(Work instructions) Which lines in the data below contain the word "Honoré"? Copy each of them.

*** Records supplied ***

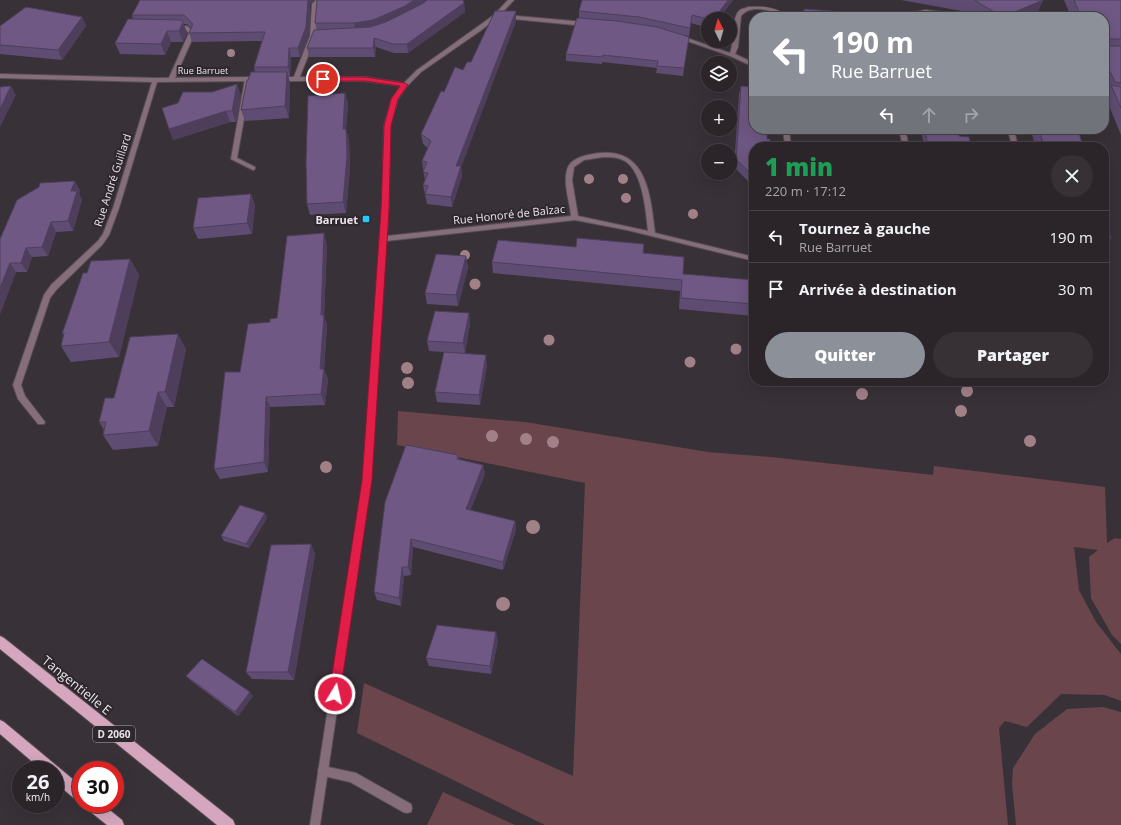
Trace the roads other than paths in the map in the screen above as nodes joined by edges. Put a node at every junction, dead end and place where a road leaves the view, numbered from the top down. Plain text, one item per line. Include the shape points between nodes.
1 (319, 0) edge
2 (511, 0) edge
3 (779, 12) edge
4 (922, 12) edge
5 (938, 12) edge
6 (496, 16) junction
7 (590, 24) edge
8 (171, 28) edge
9 (320, 35) edge
10 (313, 36) junction
11 (676, 36) edge
12 (732, 55) junction
13 (749, 63) edge
14 (0, 76) edge
15 (248, 79) junction
16 (264, 79) edge
17 (272, 79) edge
18 (296, 79) junction
19 (155, 80) junction
20 (171, 80) junction
21 (405, 85) junction
22 (253, 168) dead end
23 (575, 218) junction
24 (652, 235) junction
25 (383, 239) junction
26 (749, 258) edge
27 (41, 422) dead end
28 (0, 642) edge
29 (0, 726) edge
30 (41, 761) edge
31 (323, 771) junction
32 (64, 781) edge
33 (72, 787) edge
34 (407, 808) dead end
35 (103, 813) edge
36 (117, 825) edge
37 (228, 825) edge
38 (315, 825) edge

1 - 10 street via 315,4
2 - 6 street
3 - 12 street via 769,9 746,9 740,12 736,24 737,42
4 - 5 street
6 - 7 street
6 - 21 street via 419,71
8 - 20 street via 187,28 192,33
9 - 10 street
10 - 18 street
11 - 12 street
12 - 13 street
14 - 19 street, Rue Barruet
15 - 16 street, Rue Barruet
15 - 20 street, Rue Barruet
15 - 22 street via 234,159
17 - 18 street
18 - 21 street via 365,79
19 - 20 street, Rue Barruet
19 - 27 street, Rue André Guillard via 106,235 47,297 17,385 21,397
21 - 25 street via 395,99 387,126
23 - 24 street, Rue Honoré de Balzac
23 - 24 street via 570,168 585,157 611,155 624,158 634,166 649,212
23 - 25 street, Rue Honoré de Balzac
24 - 26 street, Rue Honoré de Balzac
25 - 31 street via 367,480
28 - 37 main road, Tangentielle E / D 2060
29 - 30 main road
31 - 34 street via 352,777
31 - 38 street
32 - 33 main road
35 - 36 main road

*** End of Records supplied ***

(Written reply)
23 - 24 street, Rue Honoré de Balzac
23 - 25 street, Rue Honoré de Balzac
24 - 26 street, Rue Honoré de Balzac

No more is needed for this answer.